Learn the basics of direct drive and Bowden extruders, hot and cold ends, nozzle sizes and materials, and find the best 3D printer cartridge for your needs.

The 3D printing process can be briefly described as follows: a filament of plastic material is fed into a heated metal block with a nozzle, where it is melted and extruded in a given form.

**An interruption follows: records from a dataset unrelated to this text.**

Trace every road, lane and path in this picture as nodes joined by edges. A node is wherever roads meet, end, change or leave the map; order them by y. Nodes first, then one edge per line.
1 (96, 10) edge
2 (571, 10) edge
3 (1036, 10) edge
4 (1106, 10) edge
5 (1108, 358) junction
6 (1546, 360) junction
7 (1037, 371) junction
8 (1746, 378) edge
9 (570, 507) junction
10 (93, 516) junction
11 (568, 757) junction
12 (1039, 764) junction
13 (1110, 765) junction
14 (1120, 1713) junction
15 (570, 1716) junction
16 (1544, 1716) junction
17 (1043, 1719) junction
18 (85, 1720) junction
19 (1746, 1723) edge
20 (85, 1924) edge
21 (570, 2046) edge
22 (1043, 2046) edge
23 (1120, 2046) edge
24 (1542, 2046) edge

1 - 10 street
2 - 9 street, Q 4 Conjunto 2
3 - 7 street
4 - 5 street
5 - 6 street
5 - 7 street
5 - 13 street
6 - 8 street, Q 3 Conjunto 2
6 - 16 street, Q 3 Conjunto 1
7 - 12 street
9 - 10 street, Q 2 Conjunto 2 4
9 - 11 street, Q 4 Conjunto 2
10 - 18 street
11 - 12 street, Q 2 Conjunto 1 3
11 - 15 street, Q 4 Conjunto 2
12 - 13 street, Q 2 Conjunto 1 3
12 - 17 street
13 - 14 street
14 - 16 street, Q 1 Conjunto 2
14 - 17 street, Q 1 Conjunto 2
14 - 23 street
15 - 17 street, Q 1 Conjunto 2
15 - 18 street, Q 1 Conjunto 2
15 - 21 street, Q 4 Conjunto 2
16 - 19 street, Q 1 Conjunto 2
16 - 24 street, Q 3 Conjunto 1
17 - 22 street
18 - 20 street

This path is repeated, gradually building up until a solid three-dimensional object is formed. nine0003

The entire business task of handling the material, melting it and exiting for printing takes place in a block called 3D printer extruder .

In this article, we will look at the main sections of the 3D printer extruder, the options and advantages of different styles of extruders, popular models on the market, as well as cartridge heaters for 3D printers and other items.

What is an extruder

The 3D printer extruder is a set of parts that together process and move plastic filament. nine0003

Some consider the extruder to be just the motor and associated parts that push and pull the filament, others the entire assembly including the heated part that melts and deposits the filament.

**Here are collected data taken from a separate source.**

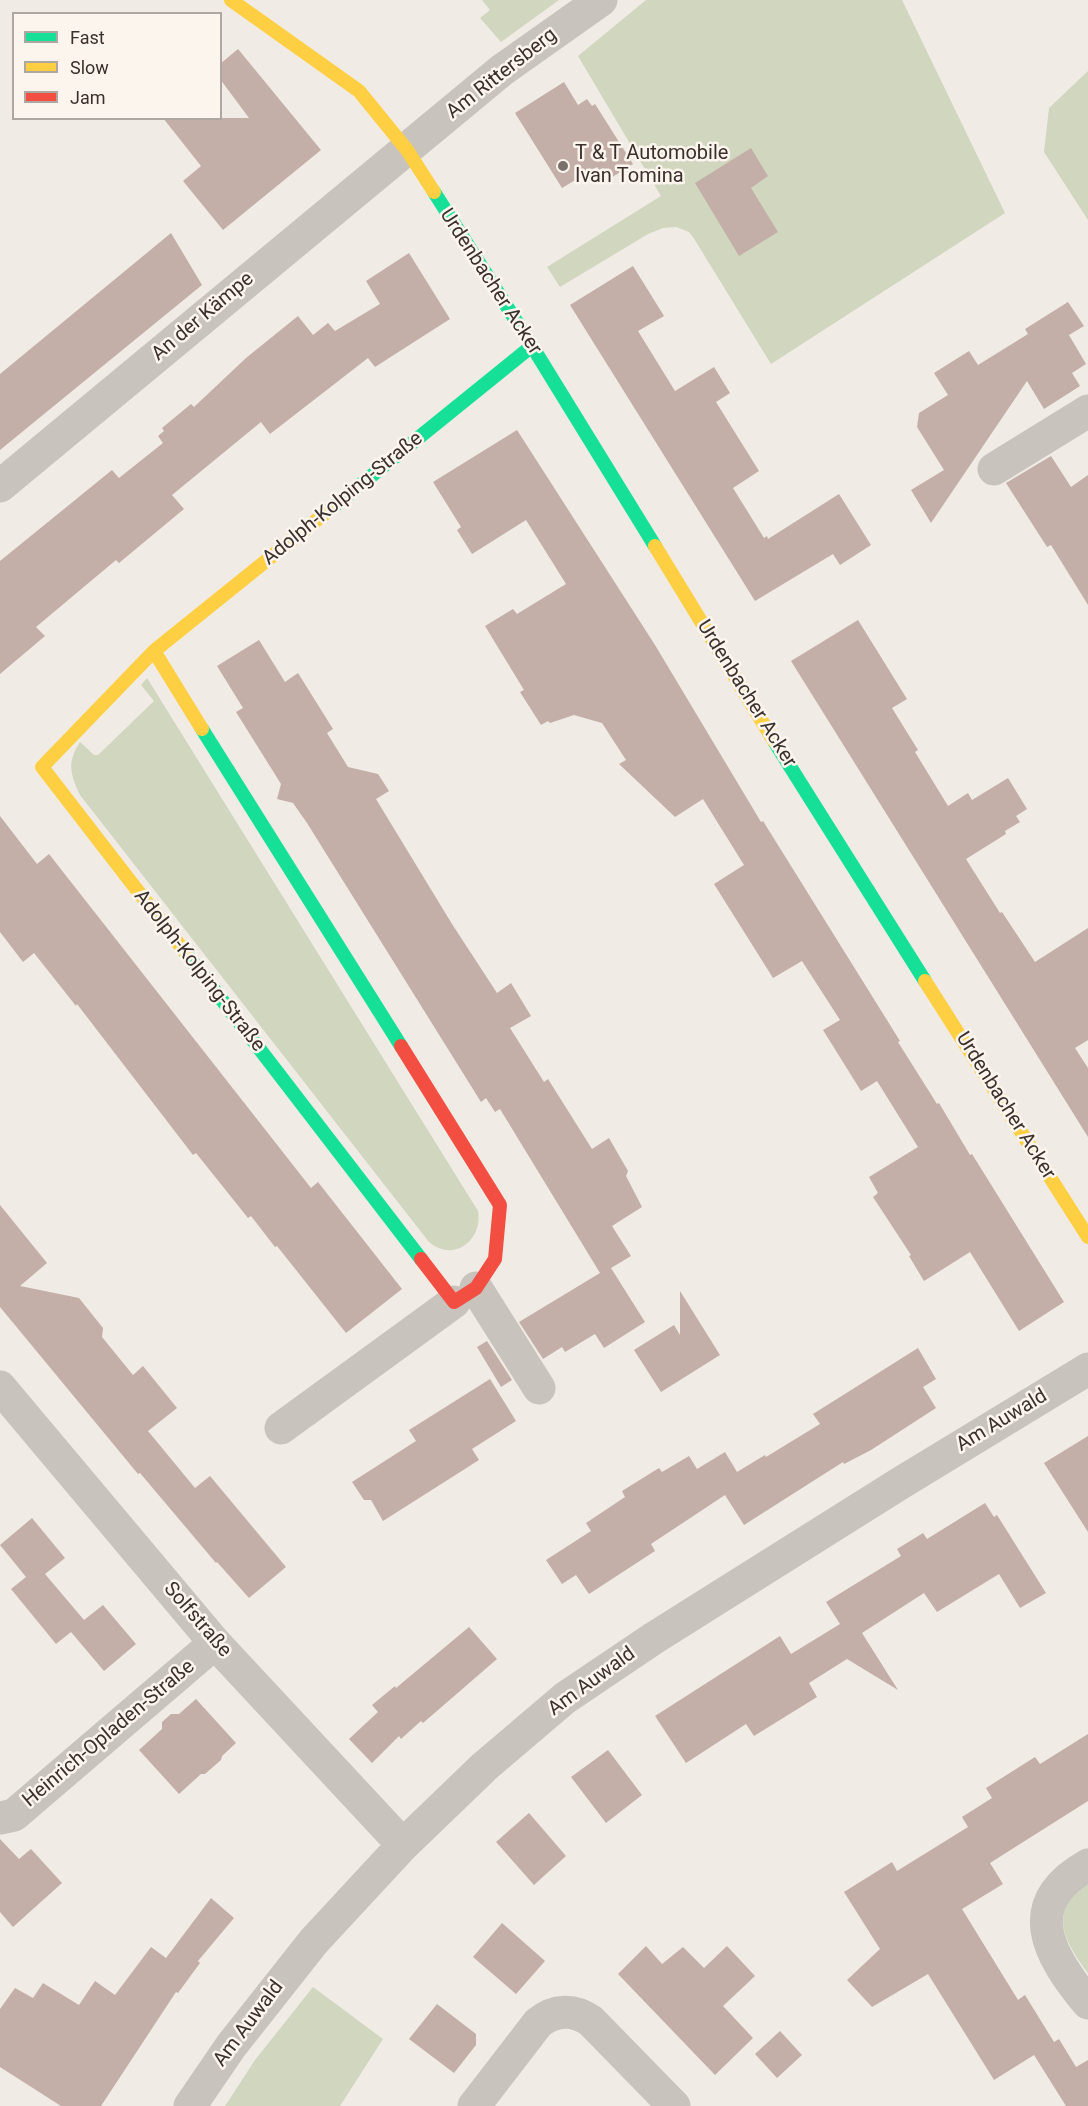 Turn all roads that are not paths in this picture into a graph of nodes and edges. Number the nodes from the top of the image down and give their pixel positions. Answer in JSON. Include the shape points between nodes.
{"nodes":[{"id":1,"x":231,"y":0,"type":"edge"},
{"id":2,"x":600,"y":0,"type":"edge"},
{"id":3,"x":406,"y":150,"type":"junction"},
{"id":4,"x":531,"y":346,"type":"junction"},
{"id":5,"x":1088,"y":411,"type":"edge"},
{"id":6,"x":994,"y":469,"type":"dead end"},
{"id":7,"x":0,"y":486,"type":"edge"},
{"id":8,"x":154,"y":651,"type":"junction"},
{"id":9,"x":1088,"y":1237,"type":"edge"},
{"id":10,"x":465,"y":1295,"type":"junction"},
{"id":11,"x":1088,"y":1369,"type":"edge"},
{"id":12,"x":0,"y":1387,"type":"edge"},
{"id":13,"x":539,"y":1388,"type":"dead end"},
{"id":14,"x":280,"y":1428,"type":"dead end"},
{"id":15,"x":215,"y":1643,"type":"junction"},
{"id":16,"x":0,"y":1818,"type":"edge"},
{"id":17,"x":403,"y":1845,"type":"junction"},
{"id":18,"x":1088,"y":1865,"type":"edge"},
{"id":19,"x":1088,"y":2003,"type":"edge"},
{"id":20,"x":190,"y":2106,"type":"edge"},
{"id":21,"x":474,"y":2106,"type":"edge"},
{"id":22,"x":674,"y":2106,"type":"edge"}],
"edges":[{"from":1,"to":3,"type":"street","name":"Urdenbacher Acker","via":[[359,91]]},
{"from":2,"to":3,"type":"street","name":"Am Rittersberg","via":[[502,70]]},
{"from":3,"to":4,"type":"street","name":"Urdenbacher Acker"},
{"from":3,"to":7,"type":"street","name":"An der Kämpe"},
{"from":4,"to":8,"type":"street","name":"Adolph-Kolping-Straße"},
{"from":4,"to":9,"type":"street","name":"Urdenbacher Acker","via":[[811,800]]},
{"from":5,"to":6,"type":"street"},
{"from":8,"to":10,"type":"street","via":[[500,1205],[495,1259]]},
{"from":8,"to":10,"type":"street","name":"Adolph-Kolping-Straße","via":[[42,767]]},
{"from":10,"to":13,"type":"street","name":"Adolph-Kolping-Straße"},
{"from":10,"to":14,"type":"street"},
{"from":11,"to":17,"type":"street","name":"Am Auwald","via":[[713,1601],[565,1698],[484,1767]]},
{"from":12,"to":15,"type":"street","name":"Solfstraße"},
{"from":15,"to":16,"type":"street","name":"Heinrich-Opladen-Straße","via":[[14,1815]]},
{"from":15,"to":17,"type":"street","name":"Solfstraße"},
{"from":17,"to":20,"type":"street","name":"Am Auwald","via":[[279,1983]]},
{"from":18,"to":19,"type":"street","via":[[1069,1877],[1051,1897],[1046,1915],[1051,1948]]},
{"from":21,"to":22,"type":"street","via":[[538,2023],[561,2012],[576,2013],[591,2021]]}]}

For simplicity, this article treats the entire assembly as an extruder. To begin with, while explaining the key components of a 3D printer extruder, we will divide it into two elements: a cold zone and a hot zone.

Cold zone

As the name implies, the cold zone is exactly that - cold. It's The top part of the 3D printer's extruder system, into which the filament is fed and then passed into the hot zone to be melted and extruded onto the print bed.

The appearance and location of the cold zone on your 3D printer depends on whether it is a direct drive or Bowden drive extruder (both of which are detailed below).

There is no filament heating here. The cold zone consists of the extruder motor and gear train, which are usually mounted either on the printer frame or on the print head itself, depending on the type of extruder, and a PTFE tube to smoothly guide the filament into the hot end. nine0003

What happens in the cold zone?

With the heatsink removed on this e3D Titan Aero, we can see the inner workings of the 3D printer's extruder.

Essentially, the cold zone consists of a stepper motor, some form of gear, a toothed bolt or gear, a spring-loaded idler (usually a bearing of some kind) to hold the filament, and then a PTFE tube to guide the filament.

A humble stepper motor with a metal gear required for a 3D printer's extruder drives the filament extrusion in most if not all modern desktop 3D printers.

However, one stepper motor is not enough to feed the filament to the hot end. The parts attached to and operating the stepper motor drive shaft must physically grab the filament and push it on its way to the hot end.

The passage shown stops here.